I am looking for a memory efficient, vectorized Polars operation to achieve such results.

• python
• python-polars

• 5 Are you able to update the question with some example working for row index 1 and 2 in the "var1" column? E.g., for row index 0, something like (1 * 0.125) + (2 * 0.0625) + (3 * 0.03125) = 0.34375. I've tried various ways (product then sum, sum then product), but am not able to reach your expected output. – Henry Harbeck Commented Mar 9 at 4:37
• @HenryHarbeck I think every result uses row index to get values from [1, 2, 3, 4, 5] - first uses [1,2,3] (var1[0:0+3]), second uses [2,3,4] (var1[1:1+3]), third uses [3,4,5] (var1[2:2+3]).
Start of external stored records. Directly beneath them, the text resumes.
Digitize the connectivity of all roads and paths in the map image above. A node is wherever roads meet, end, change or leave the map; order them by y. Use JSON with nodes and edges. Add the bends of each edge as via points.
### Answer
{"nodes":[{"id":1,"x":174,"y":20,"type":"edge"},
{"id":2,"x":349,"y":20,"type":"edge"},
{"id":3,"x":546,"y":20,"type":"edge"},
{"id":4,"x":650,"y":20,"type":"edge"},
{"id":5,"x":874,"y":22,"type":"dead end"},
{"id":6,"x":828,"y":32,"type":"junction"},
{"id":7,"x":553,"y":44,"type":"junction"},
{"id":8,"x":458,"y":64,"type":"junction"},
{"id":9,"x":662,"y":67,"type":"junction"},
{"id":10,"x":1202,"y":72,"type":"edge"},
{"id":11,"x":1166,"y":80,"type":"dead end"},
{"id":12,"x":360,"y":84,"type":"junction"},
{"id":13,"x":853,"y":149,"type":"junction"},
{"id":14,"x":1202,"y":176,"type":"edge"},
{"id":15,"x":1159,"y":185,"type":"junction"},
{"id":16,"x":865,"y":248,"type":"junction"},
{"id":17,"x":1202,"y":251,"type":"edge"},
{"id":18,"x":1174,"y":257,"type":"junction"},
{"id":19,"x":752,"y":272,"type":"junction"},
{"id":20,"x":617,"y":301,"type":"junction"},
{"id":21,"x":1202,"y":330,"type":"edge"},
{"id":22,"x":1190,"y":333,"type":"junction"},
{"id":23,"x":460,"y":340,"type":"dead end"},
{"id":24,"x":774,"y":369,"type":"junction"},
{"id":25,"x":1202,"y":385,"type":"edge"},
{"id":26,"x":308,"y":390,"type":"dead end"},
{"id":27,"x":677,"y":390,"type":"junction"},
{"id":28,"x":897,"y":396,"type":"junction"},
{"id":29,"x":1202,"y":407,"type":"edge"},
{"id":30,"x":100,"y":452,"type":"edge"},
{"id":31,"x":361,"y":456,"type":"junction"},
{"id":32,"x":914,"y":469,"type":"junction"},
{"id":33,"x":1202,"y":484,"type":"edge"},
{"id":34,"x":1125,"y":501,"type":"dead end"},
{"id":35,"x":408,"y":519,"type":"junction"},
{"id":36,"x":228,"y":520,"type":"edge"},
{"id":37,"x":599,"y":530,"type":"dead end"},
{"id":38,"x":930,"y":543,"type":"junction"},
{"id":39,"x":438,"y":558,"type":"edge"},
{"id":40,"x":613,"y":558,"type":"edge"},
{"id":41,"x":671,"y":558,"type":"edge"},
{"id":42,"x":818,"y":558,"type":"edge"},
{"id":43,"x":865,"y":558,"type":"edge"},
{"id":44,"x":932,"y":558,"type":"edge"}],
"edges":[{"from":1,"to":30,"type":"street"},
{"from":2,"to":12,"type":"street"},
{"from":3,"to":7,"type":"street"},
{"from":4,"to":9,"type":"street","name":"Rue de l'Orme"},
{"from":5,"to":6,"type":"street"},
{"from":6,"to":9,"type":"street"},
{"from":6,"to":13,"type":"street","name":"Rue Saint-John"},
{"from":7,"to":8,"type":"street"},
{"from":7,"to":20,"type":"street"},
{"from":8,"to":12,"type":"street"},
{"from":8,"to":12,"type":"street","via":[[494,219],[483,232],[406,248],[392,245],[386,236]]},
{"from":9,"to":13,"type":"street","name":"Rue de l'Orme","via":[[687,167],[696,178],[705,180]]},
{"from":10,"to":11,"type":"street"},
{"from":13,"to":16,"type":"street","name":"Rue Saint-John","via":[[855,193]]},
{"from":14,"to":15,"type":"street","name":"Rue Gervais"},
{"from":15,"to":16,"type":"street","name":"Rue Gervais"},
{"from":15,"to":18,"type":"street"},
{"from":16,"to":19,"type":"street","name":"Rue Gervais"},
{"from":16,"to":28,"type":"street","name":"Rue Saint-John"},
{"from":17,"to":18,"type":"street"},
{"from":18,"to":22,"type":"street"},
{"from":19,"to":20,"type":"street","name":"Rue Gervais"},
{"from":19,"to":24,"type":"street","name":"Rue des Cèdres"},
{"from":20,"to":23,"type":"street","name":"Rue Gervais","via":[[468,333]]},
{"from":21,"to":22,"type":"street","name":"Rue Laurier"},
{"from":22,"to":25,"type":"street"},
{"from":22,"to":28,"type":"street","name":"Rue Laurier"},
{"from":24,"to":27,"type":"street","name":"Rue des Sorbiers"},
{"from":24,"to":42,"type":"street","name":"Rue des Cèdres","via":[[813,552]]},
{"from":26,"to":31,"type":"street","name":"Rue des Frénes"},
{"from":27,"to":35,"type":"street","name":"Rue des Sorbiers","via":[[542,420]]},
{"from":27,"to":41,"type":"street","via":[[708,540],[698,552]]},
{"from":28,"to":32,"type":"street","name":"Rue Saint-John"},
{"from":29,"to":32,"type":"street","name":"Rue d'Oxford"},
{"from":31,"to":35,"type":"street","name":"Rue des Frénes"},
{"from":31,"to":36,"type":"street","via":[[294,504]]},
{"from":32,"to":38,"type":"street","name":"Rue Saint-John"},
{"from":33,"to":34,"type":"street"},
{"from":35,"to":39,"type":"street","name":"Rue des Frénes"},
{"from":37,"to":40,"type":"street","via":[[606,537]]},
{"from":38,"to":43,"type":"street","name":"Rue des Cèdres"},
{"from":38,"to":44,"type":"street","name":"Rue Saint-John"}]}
But you are right OP should better describe it - and OP show more calcuations. – furas Commented Mar 9 at 12:23
• I don't know Polars but maybe it can use numpy - like this (np.array([0.125, 0.0625, 0.03125]) * [1, 2, 3]).sum() or more like (np.array(weight_vec) * row[row_index:row_index+3]).sum() – furas Commented Mar 9 at 12:30

2 Answers 2

Here is a solution that uses rolling.

import numpy as np

weight_vec_len: int = weight_vec.len()
period = f"{weight_vec_len}i"

df.rolling("row_index", period=period, offset=f"-1i").agg(
    pl.col(r"^var\d$")
    .extend_constant(np.nan, weight_vec_len - pl.len())
    .dot(weight_vec)
    .fill_nan(None)
    .name.keep()
)

shape: (5, 3)
┌───────────┬─────────┬─────────┐
│ row_index ┆ var1    ┆ var2    │
│ ---       ┆ ---     ┆ ---     │
│ i64       ┆ f64     ┆ f64     │
╞═══════════╪═════════╪═════════╡
│ 0         ┆ 0.34375 ┆ 1.4375  │
│ 1         ┆ 0.5625  ┆ 1.65625 │
│ 2         ┆ 0.78125 ┆ 1.875   │
│ 3         ┆ null    ┆ null    │
│ 4         ┆ null    ┆ null    │
└───────────┴─────────┴─────────┘

This has to use a when/then to create nulls when there isn't enough forward data but otherwise it should be pretty good.

(
    df.with_columns(
        pl.when((pl.col("row_index").max()-pl.col("row_index")+1)>=weight_vec.shape[0])
        .then((
            pl.concat_arr(
                pl.col(col).shift(-x) for x in range(weight_vec.shape[0])
            ) * weight_vec.reshape((1,-1))
            ).arr.sum()
        )
        for col in ["var1", "var2"]
    )
)
shape: (5, 3)
┌───────────┬─────────┬─────────┐
│ row_index ┆ var1    ┆ var2    │
│ ---       ┆ ---     ┆ ---     │
│ i64       ┆ f64     ┆ f64     │
╞═══════════╪═════════╪═════════╡
│ 0         ┆ 0.34375 ┆ 1.4375  │
│ 1         ┆ 0.5625  ┆ 1.65625 │
│ 2         ┆ 0.78125 ┆ 1.875   │
│ 3         ┆ null    ┆ null    │
│ 4         ┆ null    ┆ null    │
└───────────┴─────────┴─────────┘

The way this works is that for each row, it creates an Array of the future rows' values up to the size of the weights. It also reshapes the weights Series into an array and multiplies them together to create an array of products. Lastly, it takes the sum of that Array. All of that is wrapped in a then for only the rows where there are at least as many future values as there are weights.